Introduction to Zanzibar
Zanzibar is a semi-autonomous part of the United Republic of Tanzania in East Africa. Its origins have been traced back 5,000 years. Zanzibar Archipelago is located in the Indian Ocean 25 to 50 kilometers from the mainland. It consists of two large islands, Unguja and Pemba, as well as several smaller islands. Unguja is the main island and is referred to as Zanzibar. This was used as a base for the Persians voyages between the Middle East, India, and Africa until the Portuguese Empire gained control of the area. They kept control for 200 years.
In 198, Sultanate of Oman gained control and developed an economy of trade and cash crops. In was in this time that Zanzibar became known worldwide for spices and slavery. When the British took control in the 19th century, the political movement abolished the slave trade. Zanzibar remained in British control until December 1963 when it gained its independence. Shortly after, the Zanzibar Revolution took place and many Arabs and Indians were killed in a genocide while thousands more were driven out. This was the beginning of the Republic of Zanzibar and Pemba.

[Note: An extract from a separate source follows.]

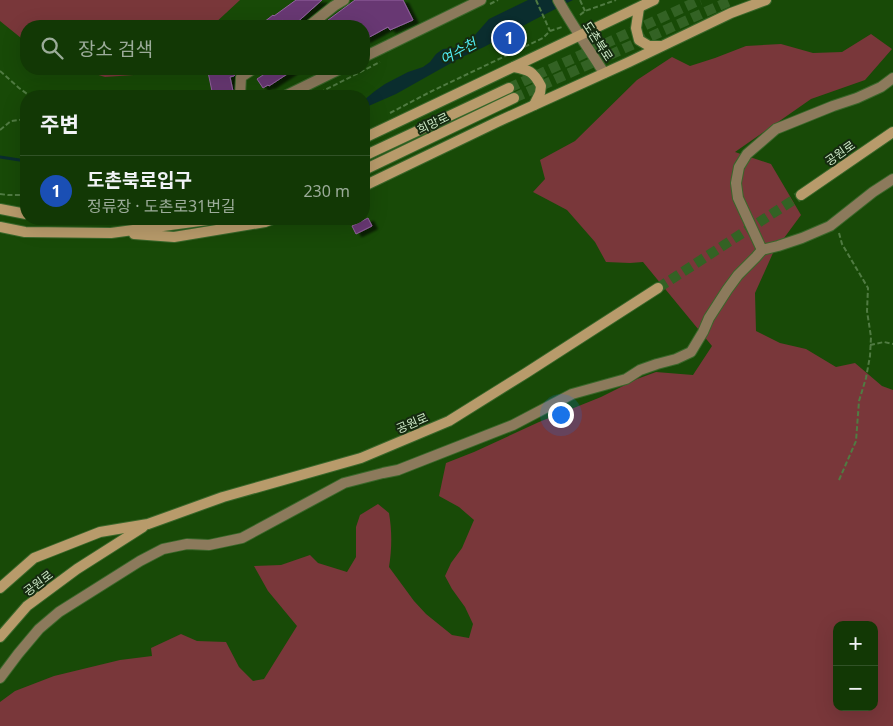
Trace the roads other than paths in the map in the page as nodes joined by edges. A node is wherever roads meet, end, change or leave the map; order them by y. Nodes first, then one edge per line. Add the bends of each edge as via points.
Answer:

With this long reaching history, there are many magnificent sites to be seen, making it a terrific place for tourists. The area has beautiful sandy beaches and coral reefs that are perfect for snorkeling and scuba diving. North Coast is the best place to do this. North Coast is also home of a turtle sanctuary for injured marine life.
One of the oldest buildings is the 12th century mosque, Kizimkazi Mosque. It is the earliest evidence of Islam in East Africa. This is located on the south part of the island. Another great place to visit is Stone Town. It is the only functioning ancient town in East Africa and a World Heritage Site. It is also called Mji Mkongwe, which is Swahili for Old Town. Stone Town has extensive historical and artistic importance that can be seen in its major historical buildings. The House of Wonders was built in 1883 as a Sultan residence. Today, it is a museum dedicated to the Swahili and Zanzibar culture.
You can also visit the spice plantations and sample the wonderful bounty. The Old Fort is a stone fortress built in the 17th century. Zanzibar is home to many museums.
The Palace Museum was built in the late 19th century for the Sultan. Today, it is a museum that displays the life of the Zanzibari royal family. You can also visit Peace Manor Museum and the Palace museum while in Stone Town. The Angelic Cathedral of Christ built at the end of the 19th century to celebrate the abolition of the slave trade. It was built on the location that once held the largest slave market in Zanzibar. The alter stands where the whipping post was. Next to the church is a monument and museum dedicated to slavery.
There are many more amazing historical sites to visit in Zanzibar. All one needs to do is wander the streets and the market to get the ancient feel of this beautiful and culturally rich area.